Playoffs? Playoffs? Sure, Why Not?

By common consent among the seamerati, the final day of the 2011 baseball regular season was one of the most thrilling events in the sport's history. Four teams competing for two playoff spots were in four different games with their fates on the line, and three of games went to extra innings. The last hour or so of the season became instant lore.

Baseball's immediate reaction was to make sure nothing like that happens again. Teams suffered heartbreaking losses and missed the playoffs? Why, we'll make the playoffs bigger. We're selling happiness here.

So in 2012, instead of eight teams making the playoffs, there will be 10. Each league will have two wild card teams, who will play a one-game playoff to advance to the divisional series round. Opinion within baseball is all for it. Opinion among mere fans ranges the gamut from apathy to more apathy. Television ratings indicate fans do a great job ignoring the divisional series. I'm sure they'll do even better avoiding the one-game duel to the death that baseball should but won't call the Runner-Up Bowl.

The theory that's presented as this idea's cover story is that it will generate more regular season pennant races (obsolete term, I know, but nobody's come up with a better one yet). Instead of four teams fighting for two spots, there could be six fighting for four. Nothing is more common than an unprecedented event such as the 2011 season happening over and over again.

The problem with the cover story is obvious if one extends its logic. If 10 teams in the playoffs makes for more regular season excitement than eight, than obviously 12 create more September thrills than 10, and so on. This is why sports fans are never more emotionally involved than when following the last month of the NBA and NHL regular seasons.
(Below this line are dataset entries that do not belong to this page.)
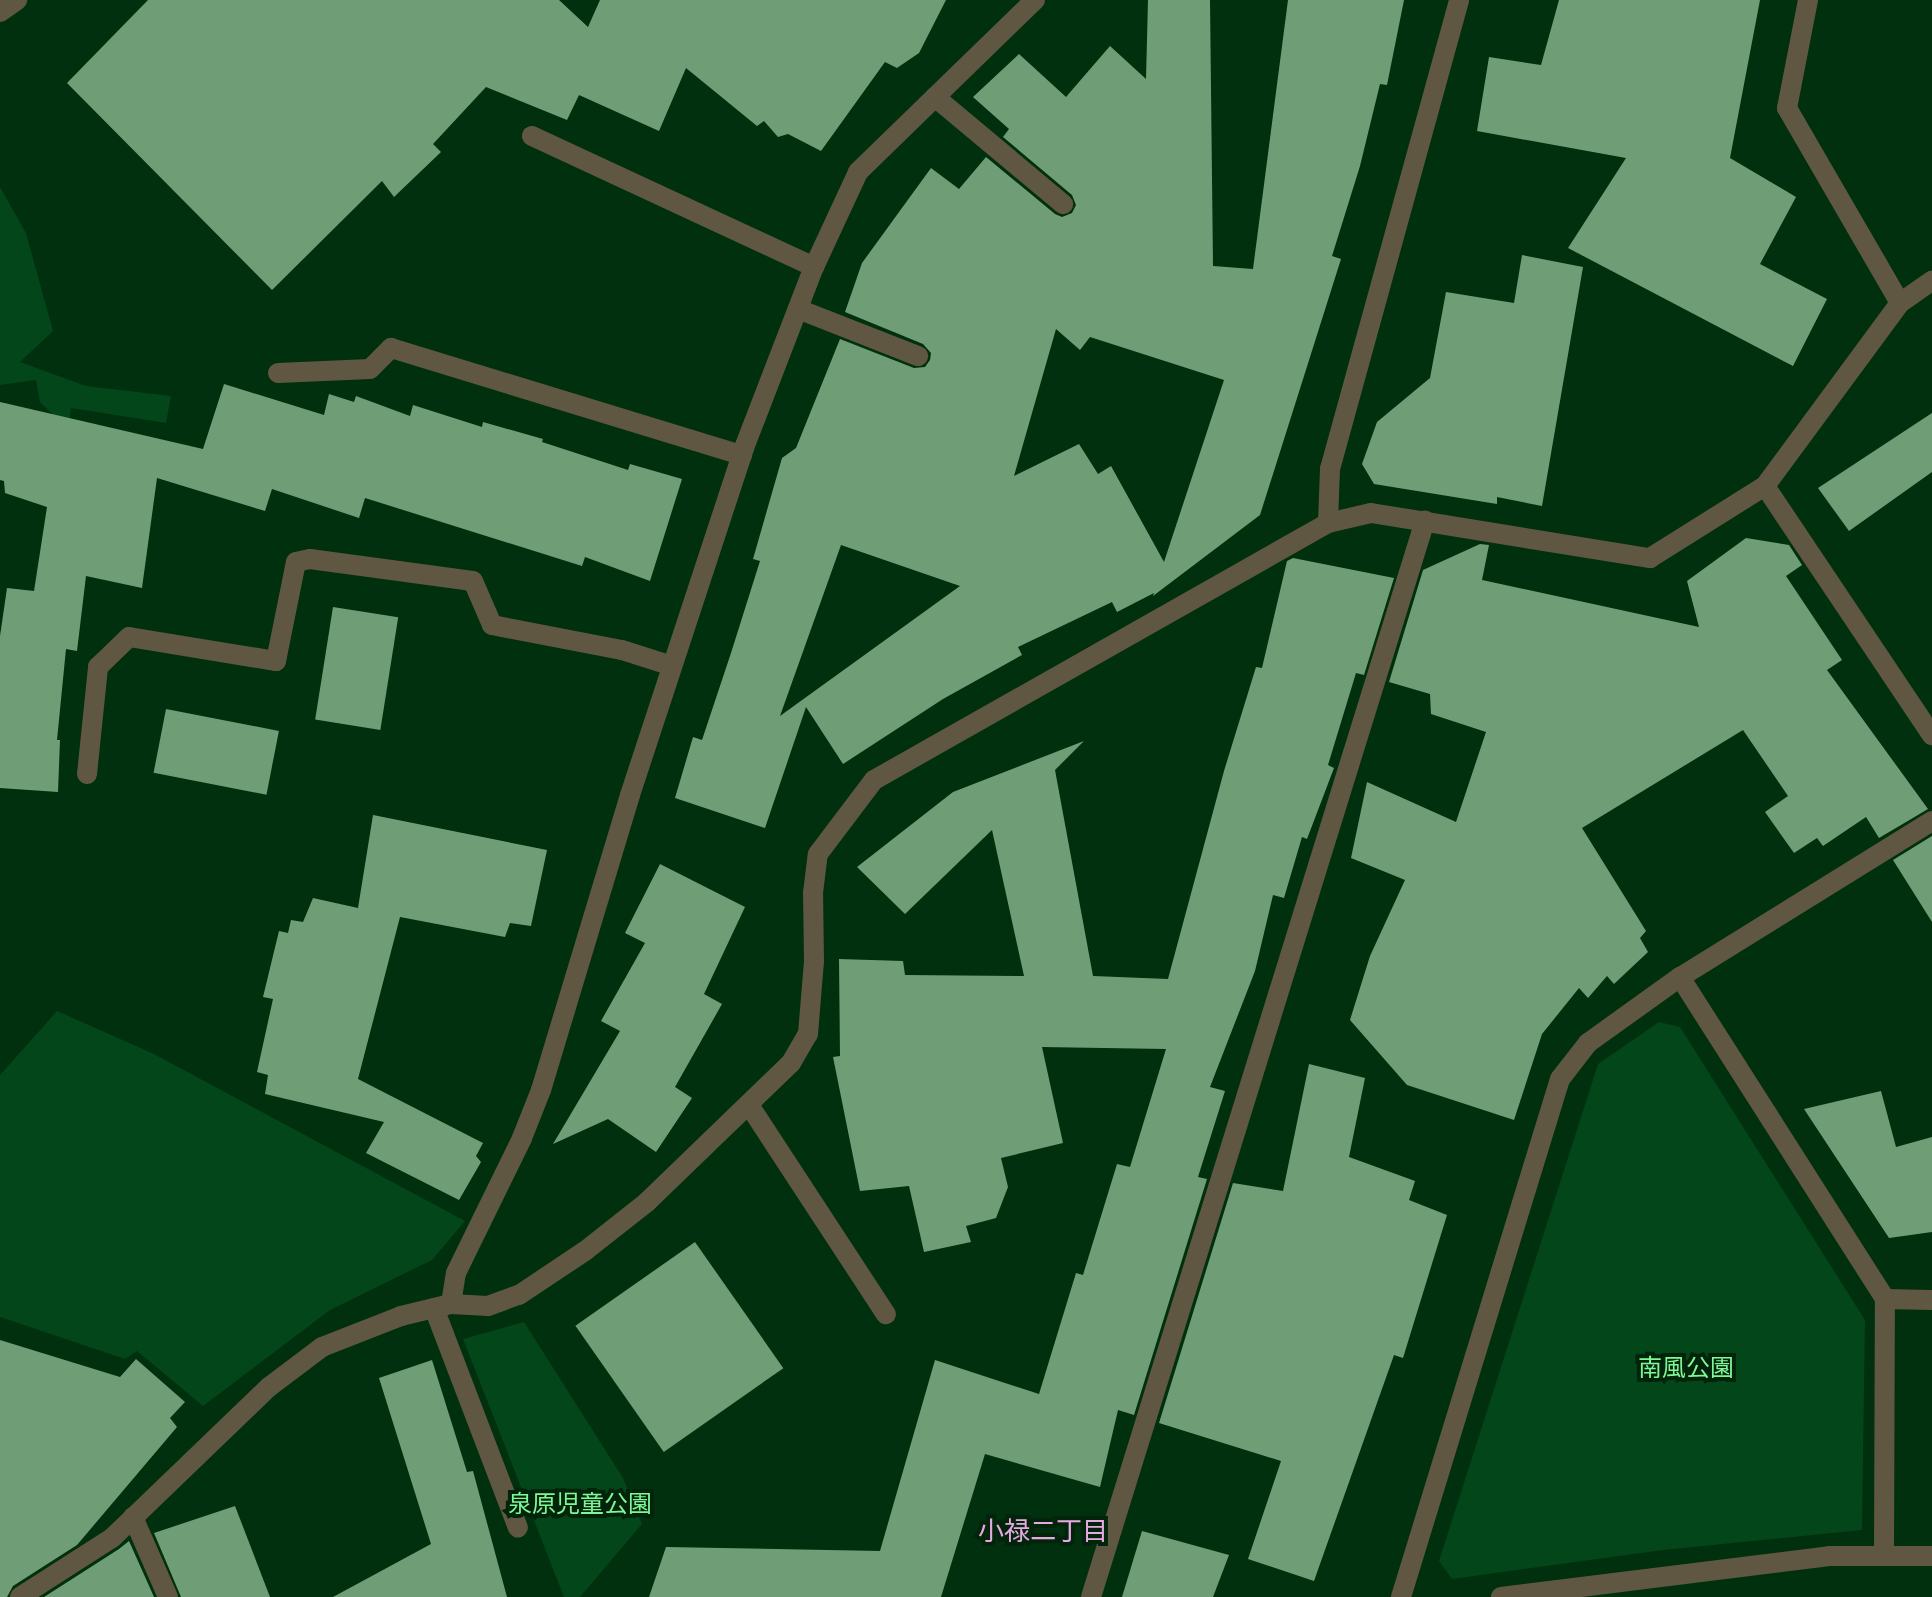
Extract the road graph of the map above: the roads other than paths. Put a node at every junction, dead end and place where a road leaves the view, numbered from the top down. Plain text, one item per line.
1 (17, 0) edge
2 (1035, 0) edge
3 (1459, 0) edge
4 (1808, 0) edge
5 (0, 12) edge
6 (935, 97) junction
7 (532, 136) dead end
8 (1063, 204) dead end
9 (814, 267) junction
10 (1932, 281) edge
11 (1900, 303) junction
12 (798, 309) junction
13 (918, 356) dead end
14 (278, 373) dead end
15 (742, 455) junction
16 (1765, 486) junction
17 (1425, 521) junction
18 (1328, 523) junction
19 (672, 666) junction
20 (1932, 735) edge
21 (87, 774) dead end
22 (1932, 821) edge
23 (1680, 977) junction
24 (749, 1105) junction
25 (1885, 1299) junction
26 (1932, 1300) edge
27 (442, 1306) junction
28 (886, 1314) dead end
29 (133, 1517) junction
30 (518, 1528) dead end
31 (1884, 1556) junction
32 (1932, 1556) edge
33 (20, 1597) edge
34 (168, 1597) edge
35 (1091, 1597) edge
36 (1401, 1597) edge
37 (1501, 1597) edge

1 - 5 street
2 - 6 street
3 - 18 street
4 - 11 street
6 - 8 street
6 - 9 street
7 - 9 street
9 - 12 street
10 - 11 street
11 - 16 street
12 - 13 street
12 - 15 street
14 - 15 street
15 - 19 street
16 - 17 street
16 - 20 street
17 - 18 street
17 - 35 street
18 - 24 street
19 - 21 street
19 - 27 street
22 - 23 street
23 - 25 street
23 - 36 street
24 - 27 street
24 - 28 street
25 - 26 street
25 - 31 street
27 - 29 street
27 - 30 street
29 - 33 street
29 - 34 street
31 - 32 street
31 - 37 street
Even baseball is better at marketing than to create products for which there is no demand and expect it to work. Like our nation's campaign finance laws, the extra wild-card team is an internal matter. The fans/voters have nothing to do with it. The feathering of incumbent nests is the driving force.

As a rule, I avoid conspiracy theories when it comes to baseball. It's kind of like applying conspiracy theories to the Three Stooges. Incompetence is always the best explanation of why things happen in a sport whose executive talent believes Machiavelli played third base for the 1943 St. Louis Browns.

But television IS a business where conspiracy theories are appropriate, indeed, mandatory. And the baseball playoffs are a television show, the only reason the sport has national TV contracts in the first place (although playoff ratings perennially disappoint, and regular season ratings continue to grow).

To be blunt, does anyone really believe that if the Red Sox hadn't missed the playoffs last year, there'd be an extra wild-card team today? Either the Sox or Yankees have failed to make the playoffs for the past three seasons. That's intolerable for broadcasting executives, who know the iron law of ratings is that people like to see what they've always seen on TV. Originality equals a sad career transition to independent production.

It'd be just a bit too raw for MLB to create what its TV partners really want -- a playoff system where the Yankees and Red Sox play a best-of-nine series to advance to the World Series against the winner of all the other playoff series. But if neither the Sox nor Yanks make it to the postseason this year (could happen, New York's an old, old team, and those tend to fall apart quite suddenly. The Sox aren't exactly a sure thing, not after last September), look for a 12 team playoff in 2013.